While more than half the doctors had not received a request, almost 20 percent received more than one. Of those 2,658 requests, 44 percent resulted in euthanasia. In 13 percent of the cases, the request was granted but the patient died before the act; in another 13 percent the patient died before the decision-making process was completed. In 12 percent, the physician refused the request. In another 13 percent, patients changed their minds. In the remaining cases, the decision was still ongoing at the time of the survey, or the doctor did not detail the reason euthanasia was not performed.
not medical
Project leader Bregje Onwuteaka-Philipsen said she was surprised that "the most important reasons for doing the request are not strictly medical." The survey asked physicians the reasons that patients in their most recent euthanasia case sought help in ending their own lives, with the most frequent being pointless suffering, loss of dignity and weakness.

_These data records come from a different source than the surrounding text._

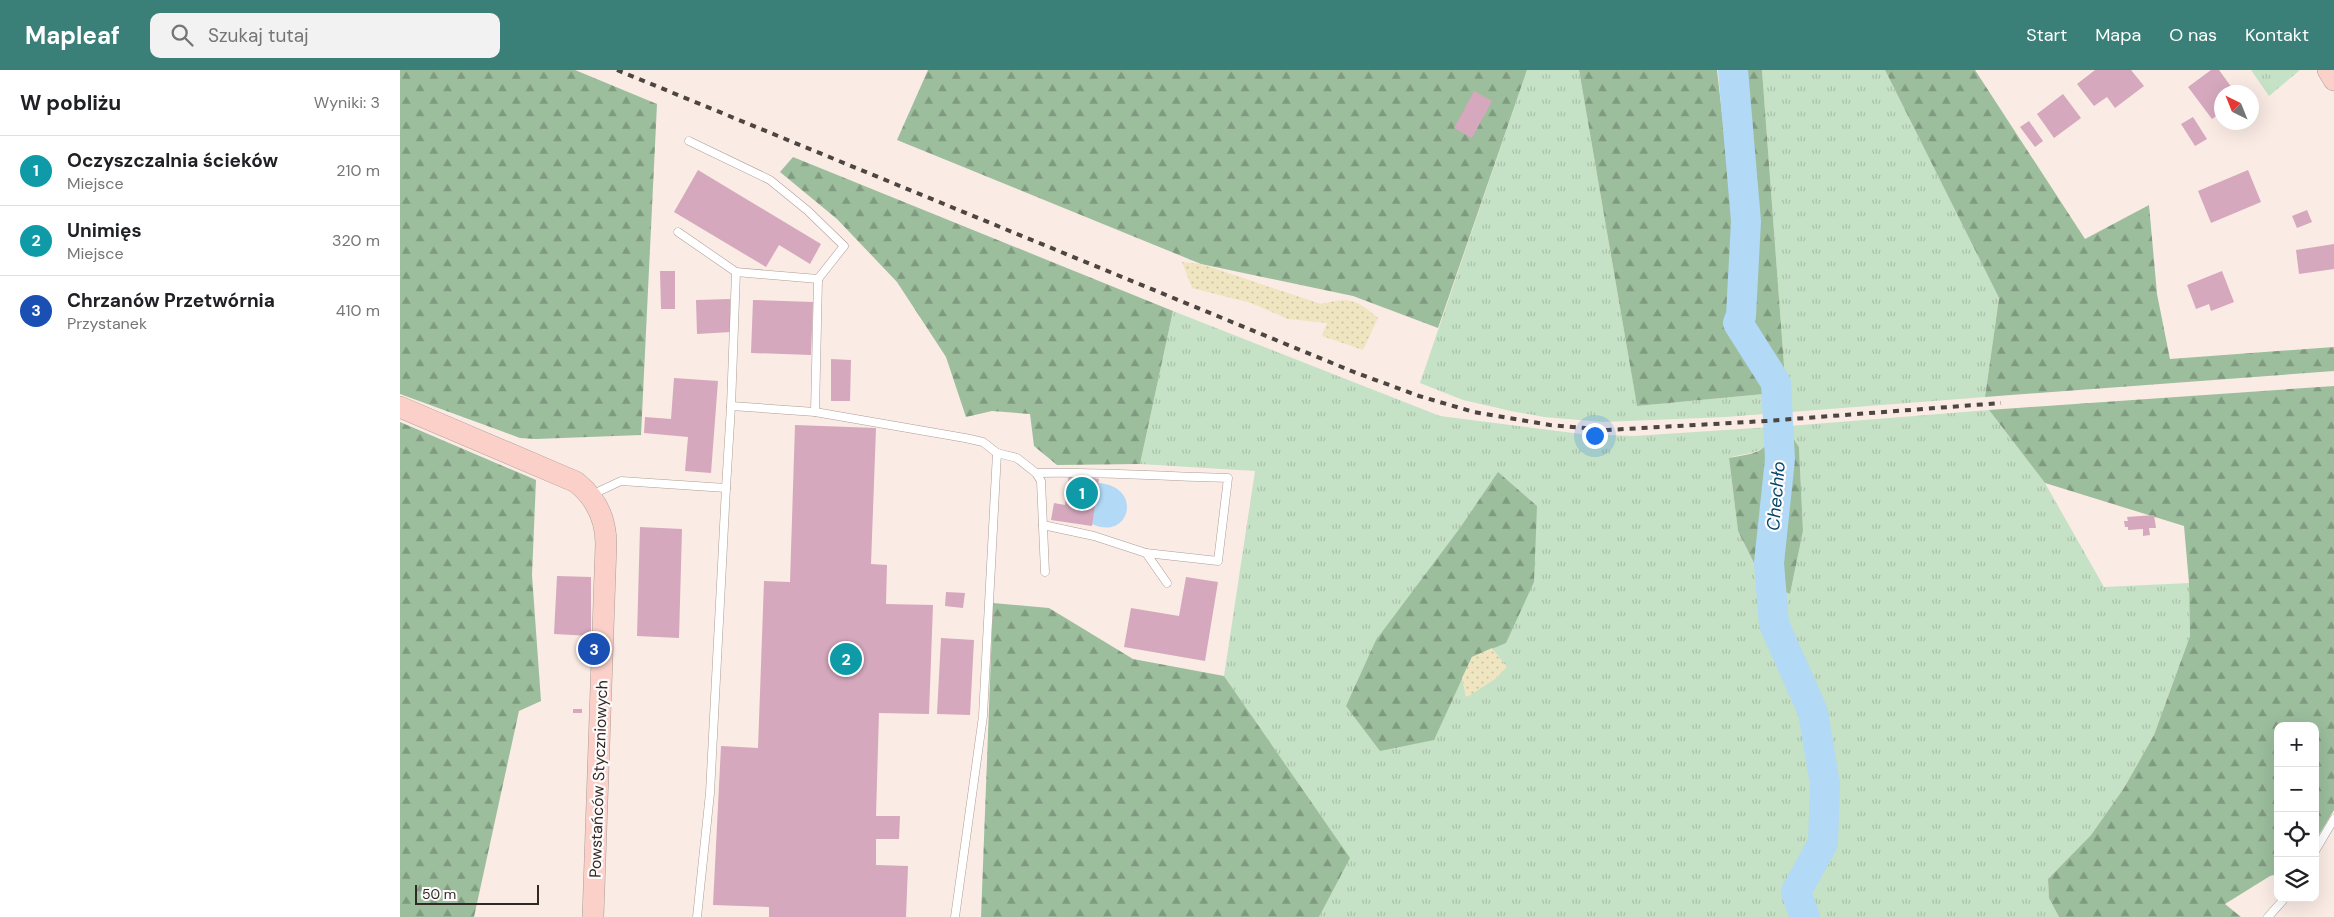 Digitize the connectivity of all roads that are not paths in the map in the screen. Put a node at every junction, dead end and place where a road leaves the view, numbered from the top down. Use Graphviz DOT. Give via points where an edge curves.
graph roads {
  1 [pos="2328,70"];
  2 [pos="2334,80"];
  3 [pos="688,141"];
  4 [pos="678,232"];
  5 [pos="736,272"];
  6 [pos="818,279"];
  7 [pos="400,406"];
  8 [pos="731,406"];
  9 [pos="815,412"];
  10 [pos="997,453"];
  11 [pos="1036,474"];
  12 [pos="726,488"];
  13 [pos="591,495"];
  14 [pos="1043,525"];
  15 [pos="1146,553"];
  16 [pos="1045,572"];
  17 [pos="1167,583"];
  18 [pos="2334,819"];
  19 [pos="2319,844"];
  20 [pos="2281,902"];
  21 [pos="593,917"];
  22 [pos="697,917"];
  23 [pos="955,917"];
  24 [pos="2268,917"];
  1 -- 2 [label="street"];
  3 -- 6 [label="lane" via="770,180 844,246"];
  4 -- 5 [label="lane"];
  5 -- 6 [label="lane"];
  5 -- 8 [label="lane"];
  6 -- 9 [label="lane"];
  7 -- 13 [label="street, Powstańców Styczniowych" via="556,472 576,482"];
  8 -- 9 [label="lane"];
  8 -- 12 [label="lane"];
  9 -- 10 [label="lane" via="983,442"];
  10 -- 11 [label="lane" via="1017,458"];
  10 -- 23 [label="lane" via="983,716"];
  11 -- 14 [label="lane" via="1041,481"];
  11 -- 15 [label="lane" via="1089,471 1228,478 1218,561"];
  12 -- 13 [label="lane" via="622,480"];
  12 -- 22 [label="lane" via="710,793"];
  13 -- 21 [label="street, Powstańców Styczniowych" via="606,529"];
  14 -- 15 [label="lane" via="1094,536"];
  14 -- 16 [label="lane"];
  15 -- 17 [label="lane"];
  18 -- 19 [label="lane"];
  20 -- 24 [label="lane"];
}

In cases in which doctors denied the requests, the most common reasons were not wanting to be a burden on their family, tired of living and depression.
The 13 percent of patients who decided ultimately not to pursue euthanasia demonstrates "it is really very important to keep asking the patient [until the moment of the actual administration] whether this is what he or she wants," Onwuteaka-Philipsen wrote in an e-mail.
newborn euthanizing
The study does not mention the proposed guidelines for mercy killings of terminally ill newborns designed by officials at Groningen Academic Hospital. In November, officials there revealed they had already begun carrying out such procedures, euthanizing four severely ill newborns in 2003.
A Dutch government proposal on guidelines involving infants is expected to be released this fall.
The Netherlands has a long history on the issue, where for decades euthanasia was outlawed but widely practiced and rarely prosecuted.
Under a law that took effect in 2002, euthanasia is restricted to terminal patients suffering unbearable pain with no hope of improvement, and who request to die when they are of sound mind. Each case is reviewed by a panel of medical experts.